• **GOAL OF THE EXERCISE**
Within the lines below, find those that hold the string "screen" and copy each one.
____
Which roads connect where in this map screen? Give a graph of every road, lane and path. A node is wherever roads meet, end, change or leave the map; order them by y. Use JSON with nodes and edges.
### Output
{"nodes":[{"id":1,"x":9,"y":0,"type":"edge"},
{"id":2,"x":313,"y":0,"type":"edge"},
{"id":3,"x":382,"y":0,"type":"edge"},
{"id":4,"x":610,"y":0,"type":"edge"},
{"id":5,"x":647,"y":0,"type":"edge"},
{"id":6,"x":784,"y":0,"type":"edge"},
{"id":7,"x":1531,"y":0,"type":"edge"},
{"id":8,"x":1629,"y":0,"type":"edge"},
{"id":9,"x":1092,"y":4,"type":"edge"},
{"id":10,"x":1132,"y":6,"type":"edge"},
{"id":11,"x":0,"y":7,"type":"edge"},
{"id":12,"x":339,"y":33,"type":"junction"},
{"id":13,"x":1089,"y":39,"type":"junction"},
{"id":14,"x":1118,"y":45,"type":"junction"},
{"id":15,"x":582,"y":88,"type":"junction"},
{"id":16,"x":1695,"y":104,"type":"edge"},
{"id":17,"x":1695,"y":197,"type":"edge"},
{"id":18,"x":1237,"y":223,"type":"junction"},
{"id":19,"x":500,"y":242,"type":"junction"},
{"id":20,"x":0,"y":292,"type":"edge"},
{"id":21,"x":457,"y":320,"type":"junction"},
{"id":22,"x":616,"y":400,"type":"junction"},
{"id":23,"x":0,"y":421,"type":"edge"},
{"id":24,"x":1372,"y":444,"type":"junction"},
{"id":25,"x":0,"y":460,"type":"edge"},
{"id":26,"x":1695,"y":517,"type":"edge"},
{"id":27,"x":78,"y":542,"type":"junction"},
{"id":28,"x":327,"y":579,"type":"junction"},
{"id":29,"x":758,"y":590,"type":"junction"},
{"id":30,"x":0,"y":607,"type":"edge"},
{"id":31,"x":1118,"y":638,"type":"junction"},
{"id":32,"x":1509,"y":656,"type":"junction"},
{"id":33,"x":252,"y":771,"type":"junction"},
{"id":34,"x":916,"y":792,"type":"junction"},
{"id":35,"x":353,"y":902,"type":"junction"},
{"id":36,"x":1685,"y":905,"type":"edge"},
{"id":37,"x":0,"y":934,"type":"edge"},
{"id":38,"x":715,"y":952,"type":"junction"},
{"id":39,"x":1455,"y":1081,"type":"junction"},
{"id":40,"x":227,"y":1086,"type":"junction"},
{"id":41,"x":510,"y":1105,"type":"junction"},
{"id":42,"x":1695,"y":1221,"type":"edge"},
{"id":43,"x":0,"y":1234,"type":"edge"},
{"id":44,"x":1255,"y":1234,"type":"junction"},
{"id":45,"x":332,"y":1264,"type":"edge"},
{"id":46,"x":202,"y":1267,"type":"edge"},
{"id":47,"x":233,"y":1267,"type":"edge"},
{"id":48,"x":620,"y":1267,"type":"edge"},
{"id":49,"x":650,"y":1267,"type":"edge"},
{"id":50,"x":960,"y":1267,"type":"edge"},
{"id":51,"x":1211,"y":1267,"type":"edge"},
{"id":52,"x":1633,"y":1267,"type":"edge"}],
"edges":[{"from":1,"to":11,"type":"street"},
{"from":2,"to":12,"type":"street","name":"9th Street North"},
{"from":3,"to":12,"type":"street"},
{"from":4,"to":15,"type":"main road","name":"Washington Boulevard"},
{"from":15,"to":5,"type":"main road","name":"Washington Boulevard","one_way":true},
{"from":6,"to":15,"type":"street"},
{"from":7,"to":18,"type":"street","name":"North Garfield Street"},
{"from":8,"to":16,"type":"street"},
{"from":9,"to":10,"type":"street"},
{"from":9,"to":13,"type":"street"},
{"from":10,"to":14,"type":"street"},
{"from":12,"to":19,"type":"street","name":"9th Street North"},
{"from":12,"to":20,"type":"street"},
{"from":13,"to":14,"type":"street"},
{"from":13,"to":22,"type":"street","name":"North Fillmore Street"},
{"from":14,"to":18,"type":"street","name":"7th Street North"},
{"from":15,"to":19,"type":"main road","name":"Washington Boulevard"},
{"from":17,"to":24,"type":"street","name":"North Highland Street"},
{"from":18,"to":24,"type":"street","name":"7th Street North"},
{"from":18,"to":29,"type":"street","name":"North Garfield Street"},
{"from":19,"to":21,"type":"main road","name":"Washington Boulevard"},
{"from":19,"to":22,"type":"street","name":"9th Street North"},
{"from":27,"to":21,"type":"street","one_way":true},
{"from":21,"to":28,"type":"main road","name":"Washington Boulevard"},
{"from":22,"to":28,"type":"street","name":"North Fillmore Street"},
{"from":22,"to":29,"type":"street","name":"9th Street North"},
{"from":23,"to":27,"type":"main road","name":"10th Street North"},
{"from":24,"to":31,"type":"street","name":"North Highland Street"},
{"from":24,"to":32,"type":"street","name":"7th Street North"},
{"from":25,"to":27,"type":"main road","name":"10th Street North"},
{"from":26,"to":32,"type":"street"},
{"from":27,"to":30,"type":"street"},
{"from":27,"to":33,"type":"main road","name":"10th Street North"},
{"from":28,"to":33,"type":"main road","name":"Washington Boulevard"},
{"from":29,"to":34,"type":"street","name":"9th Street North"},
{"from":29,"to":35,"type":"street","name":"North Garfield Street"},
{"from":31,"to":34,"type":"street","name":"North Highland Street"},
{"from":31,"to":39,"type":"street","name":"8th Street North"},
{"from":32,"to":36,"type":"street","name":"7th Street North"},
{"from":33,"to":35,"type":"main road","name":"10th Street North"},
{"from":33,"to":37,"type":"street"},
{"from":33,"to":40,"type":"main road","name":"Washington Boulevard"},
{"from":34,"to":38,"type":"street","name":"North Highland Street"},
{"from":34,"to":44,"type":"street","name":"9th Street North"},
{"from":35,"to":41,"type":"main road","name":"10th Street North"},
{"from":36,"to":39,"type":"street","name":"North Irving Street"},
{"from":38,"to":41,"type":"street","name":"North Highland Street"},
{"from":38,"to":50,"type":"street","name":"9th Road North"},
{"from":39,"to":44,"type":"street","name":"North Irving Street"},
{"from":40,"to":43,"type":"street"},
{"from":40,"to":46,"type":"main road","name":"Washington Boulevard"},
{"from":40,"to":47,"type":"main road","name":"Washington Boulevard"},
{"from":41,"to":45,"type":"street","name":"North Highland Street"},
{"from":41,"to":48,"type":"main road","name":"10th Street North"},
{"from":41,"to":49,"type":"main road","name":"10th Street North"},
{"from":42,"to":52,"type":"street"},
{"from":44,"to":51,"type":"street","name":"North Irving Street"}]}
____
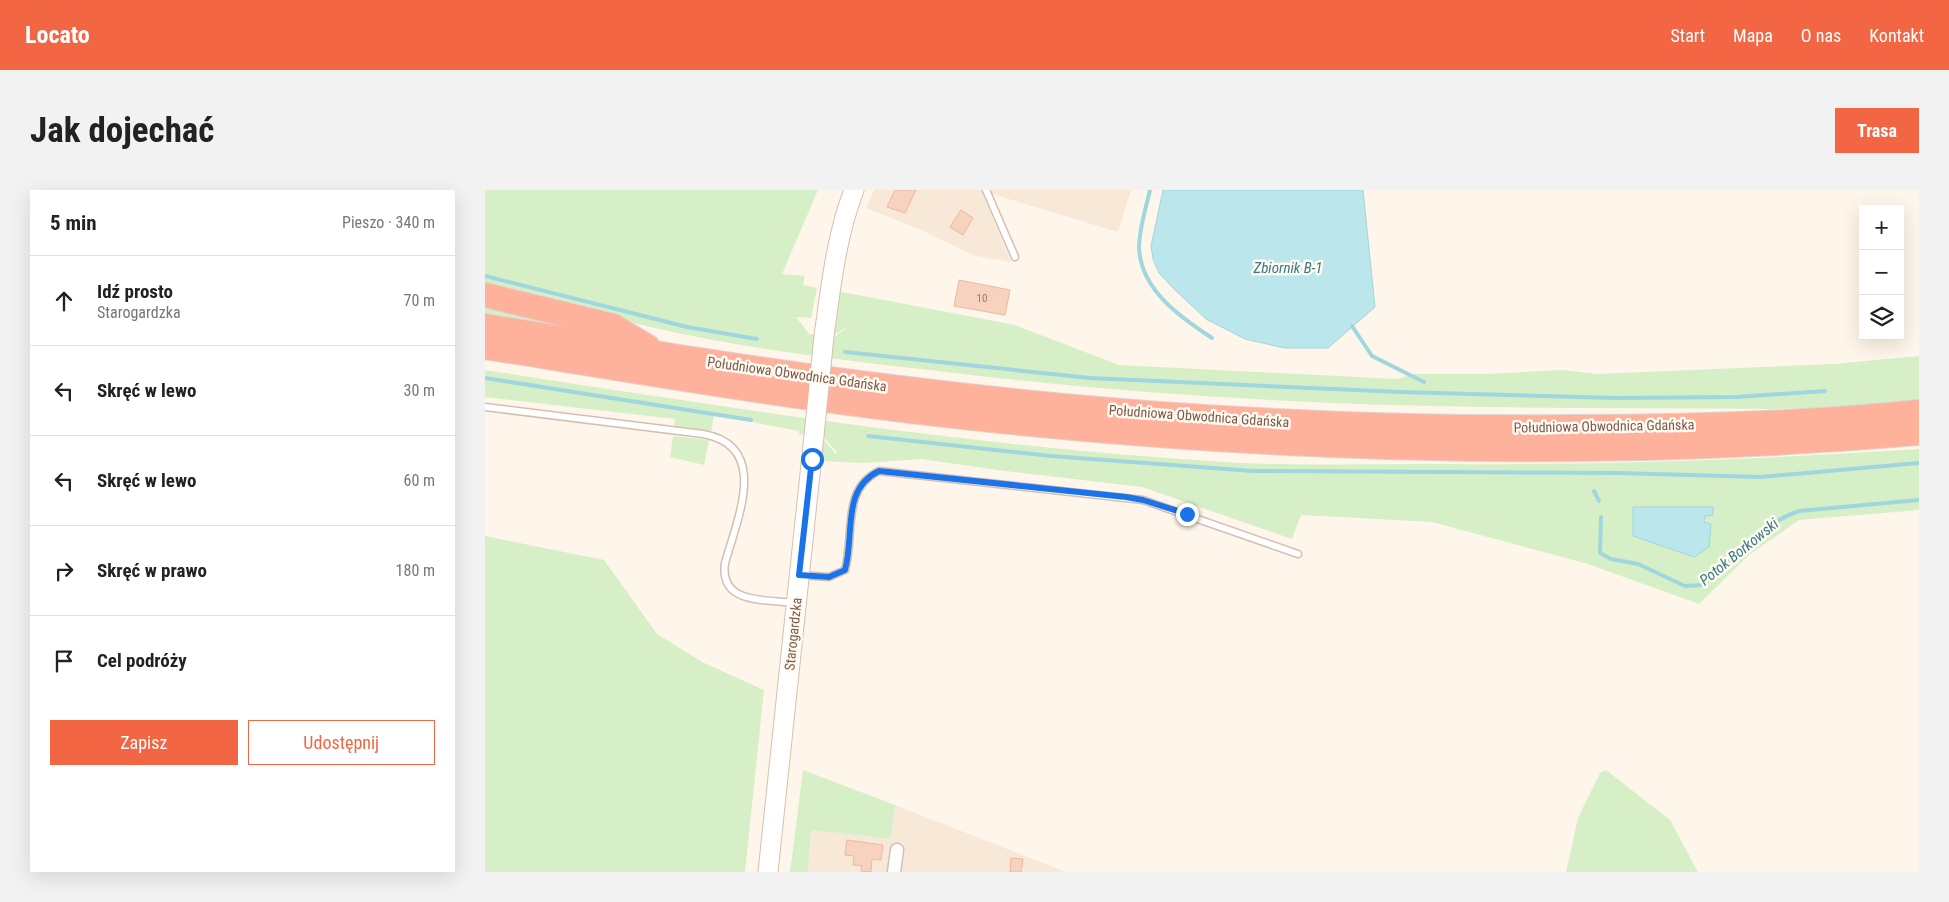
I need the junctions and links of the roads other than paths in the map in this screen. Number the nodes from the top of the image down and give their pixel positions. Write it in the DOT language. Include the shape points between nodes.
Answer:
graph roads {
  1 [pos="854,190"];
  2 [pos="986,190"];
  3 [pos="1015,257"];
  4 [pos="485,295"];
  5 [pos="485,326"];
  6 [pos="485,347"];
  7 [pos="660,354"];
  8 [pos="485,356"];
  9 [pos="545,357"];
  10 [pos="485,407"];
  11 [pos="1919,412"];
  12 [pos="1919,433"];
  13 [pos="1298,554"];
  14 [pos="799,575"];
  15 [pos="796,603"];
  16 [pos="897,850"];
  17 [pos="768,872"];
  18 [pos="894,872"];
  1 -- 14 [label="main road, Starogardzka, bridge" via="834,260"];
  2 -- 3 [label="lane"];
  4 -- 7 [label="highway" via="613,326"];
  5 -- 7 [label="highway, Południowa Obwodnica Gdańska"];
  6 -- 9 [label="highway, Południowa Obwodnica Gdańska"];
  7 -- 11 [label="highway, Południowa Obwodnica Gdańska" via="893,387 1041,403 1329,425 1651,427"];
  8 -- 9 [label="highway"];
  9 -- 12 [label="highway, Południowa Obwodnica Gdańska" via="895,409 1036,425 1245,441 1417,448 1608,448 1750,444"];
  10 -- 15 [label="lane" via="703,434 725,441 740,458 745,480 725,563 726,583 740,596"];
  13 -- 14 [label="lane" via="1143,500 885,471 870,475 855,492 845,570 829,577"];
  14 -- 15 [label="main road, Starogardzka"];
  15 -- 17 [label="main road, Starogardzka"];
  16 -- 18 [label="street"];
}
____
• **YOUR RESPONSE**
Which roads connect where in this map screen? Give a graph of every road, lane and path. A node is wherever roads meet, end, change or leave the map; order them by y. Use JSON with nodes and edges.
I need the junctions and links of the roads other than paths in the map in this screen. Number the nodes from the top of the image down and give their pixel positions. Write it in the DOT language. Include the shape points between nodes.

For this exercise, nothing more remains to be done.